I studied my dad, my own father, the man who I’d had breakfast with every day for the past seventeen years. The man who coached my middle school soccer team. The man who tried to teach me how to ride a bike one afternoon when I was seven and sat with me in the ER later that same day as they splinted my sprained wrist. Years of time together … of experiences, and my own father didn’t even recognize me.
Or maybe he didn’t want to. Maybe he wanted it to be Maddy who had lived, so that was who he saw.
Horror flashed through his eyes as he took the wheelchair from Alex and pushed me into my room. Distantly, somewhere in the remote crevices of my mind, I remembered that he still thought I was Maddy and that the soothing words he whispered weren’t meant for me.
“What were you thinking?” Mom had Alex by the collar of his shirt and was yelling at him. “Why would you let her go down there? Why didn’t you wake us?”
“Please. He didn’t do this. I did,” I protested.
Realization of who I was and what I needed to tell them set in. I started to shake, every inch of my body freezing. Cold. I tried so hard to say the words, to tell my parents I was Ella, but I couldn’t get a sound past my lips.
Dad helped me out of the wheelchair and back into bed, then sat down next to me. “We’re gonna get you through this, Maddy. I promise.”
Get through this? The phrase sounded so foreign to me, an unattainable solace that I had absolutely no right to hope for. I had been tired and angry and jealous that things came so easy for her. I’d screamed at her. The last words I said to her, the last words she would ever hear came from me, and they were bitter and mean.
“What have I done? Oh my God, what have I done?” I wanted nothing more than to trade places with Maddy, to give her back the life I’d taken. I didn’t want to be here. Not without her.
“We are not angry with you, baby girl. We could never be angry with you.”

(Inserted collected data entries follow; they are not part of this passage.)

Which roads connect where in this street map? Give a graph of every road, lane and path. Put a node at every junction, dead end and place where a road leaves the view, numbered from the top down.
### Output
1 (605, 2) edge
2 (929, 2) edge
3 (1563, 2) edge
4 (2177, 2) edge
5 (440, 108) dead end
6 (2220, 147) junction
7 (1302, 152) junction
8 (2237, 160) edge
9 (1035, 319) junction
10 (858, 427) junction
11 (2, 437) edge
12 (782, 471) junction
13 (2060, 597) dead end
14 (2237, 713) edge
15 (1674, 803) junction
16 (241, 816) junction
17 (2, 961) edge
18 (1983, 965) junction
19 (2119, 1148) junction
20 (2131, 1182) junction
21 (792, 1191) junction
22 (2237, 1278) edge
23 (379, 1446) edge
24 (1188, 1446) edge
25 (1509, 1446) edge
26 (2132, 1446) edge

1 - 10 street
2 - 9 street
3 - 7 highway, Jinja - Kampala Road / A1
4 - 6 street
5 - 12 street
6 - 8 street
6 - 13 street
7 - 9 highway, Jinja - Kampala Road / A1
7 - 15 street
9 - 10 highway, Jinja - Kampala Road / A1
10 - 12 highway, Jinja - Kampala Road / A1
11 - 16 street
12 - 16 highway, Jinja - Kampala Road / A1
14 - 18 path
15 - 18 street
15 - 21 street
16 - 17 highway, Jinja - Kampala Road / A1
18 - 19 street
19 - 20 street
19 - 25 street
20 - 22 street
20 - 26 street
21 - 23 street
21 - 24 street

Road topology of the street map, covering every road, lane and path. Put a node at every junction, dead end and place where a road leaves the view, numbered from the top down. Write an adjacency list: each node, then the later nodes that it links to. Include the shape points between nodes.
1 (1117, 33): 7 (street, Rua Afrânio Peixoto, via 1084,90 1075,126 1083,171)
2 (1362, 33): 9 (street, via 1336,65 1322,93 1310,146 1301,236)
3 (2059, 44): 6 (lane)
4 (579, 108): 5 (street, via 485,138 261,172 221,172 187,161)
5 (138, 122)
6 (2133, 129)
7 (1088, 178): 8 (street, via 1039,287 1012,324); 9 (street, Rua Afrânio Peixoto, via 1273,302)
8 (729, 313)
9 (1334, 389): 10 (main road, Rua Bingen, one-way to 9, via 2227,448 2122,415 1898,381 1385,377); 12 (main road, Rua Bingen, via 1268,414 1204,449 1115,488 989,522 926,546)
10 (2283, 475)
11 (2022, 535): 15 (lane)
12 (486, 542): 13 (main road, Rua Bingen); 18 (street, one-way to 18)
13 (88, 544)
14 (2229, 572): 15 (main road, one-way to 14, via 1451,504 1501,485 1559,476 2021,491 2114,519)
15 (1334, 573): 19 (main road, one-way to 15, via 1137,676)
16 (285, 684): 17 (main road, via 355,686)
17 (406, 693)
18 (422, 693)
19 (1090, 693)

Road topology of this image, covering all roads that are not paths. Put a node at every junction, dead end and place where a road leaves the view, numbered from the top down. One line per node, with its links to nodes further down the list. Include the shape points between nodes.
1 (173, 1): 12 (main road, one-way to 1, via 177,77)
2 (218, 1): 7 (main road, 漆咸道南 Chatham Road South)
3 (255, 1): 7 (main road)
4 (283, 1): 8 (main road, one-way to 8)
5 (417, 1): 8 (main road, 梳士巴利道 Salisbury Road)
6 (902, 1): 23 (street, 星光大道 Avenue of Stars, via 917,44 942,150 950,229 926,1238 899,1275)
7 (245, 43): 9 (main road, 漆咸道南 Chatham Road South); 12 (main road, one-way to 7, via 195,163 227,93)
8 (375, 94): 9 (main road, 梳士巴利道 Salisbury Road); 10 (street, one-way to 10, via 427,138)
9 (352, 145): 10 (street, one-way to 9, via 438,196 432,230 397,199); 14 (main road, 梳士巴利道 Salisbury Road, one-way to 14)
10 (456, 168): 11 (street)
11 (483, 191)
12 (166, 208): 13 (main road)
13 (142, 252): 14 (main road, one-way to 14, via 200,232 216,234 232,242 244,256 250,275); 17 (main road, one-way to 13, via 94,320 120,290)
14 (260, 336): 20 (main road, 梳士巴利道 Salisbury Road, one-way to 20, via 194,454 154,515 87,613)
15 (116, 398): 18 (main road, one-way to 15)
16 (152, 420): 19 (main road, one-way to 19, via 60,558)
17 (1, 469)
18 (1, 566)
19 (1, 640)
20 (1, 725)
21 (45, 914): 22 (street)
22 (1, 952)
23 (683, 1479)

Dad never called me that. He called me Bellsy when I was a kid or Isabella when I was in trouble, but mostly he called me Ella. Baby girl was Maddy’s nickname, one she both hated and used to her advantage when she wanted a curfew extension or extra money for shoes or a new pair of jeans.
“I’m so sorry, I didn’t mean for her to die.” I shrank backward, the weight of those words settling deep in my core. Pressing my aching shoulders deeper into my pillow, I wished, for a moment, that I could dissolve into the bed and never come back.
“We know that,” Mom said. “It was a terrible accident, but you are here with us, Maddy. You’re alive and you have your whole life ahead of you. Your whole life. I want you to think about that, concentrate on getting stronger. That’s what your sister would want.”
I looked at Dad, wondering if he felt the same way, if he believed that, too. He smiled and nodded, but I could see the anguish behind his eyes, the battle he was waging to keep his emotions in check. “Ella wouldn’t want you to waste a single minute of your life feeling guilty. She’d want you to live, to do everything you ever dreamed of and more. Do it for her, Maddy. Live for her.”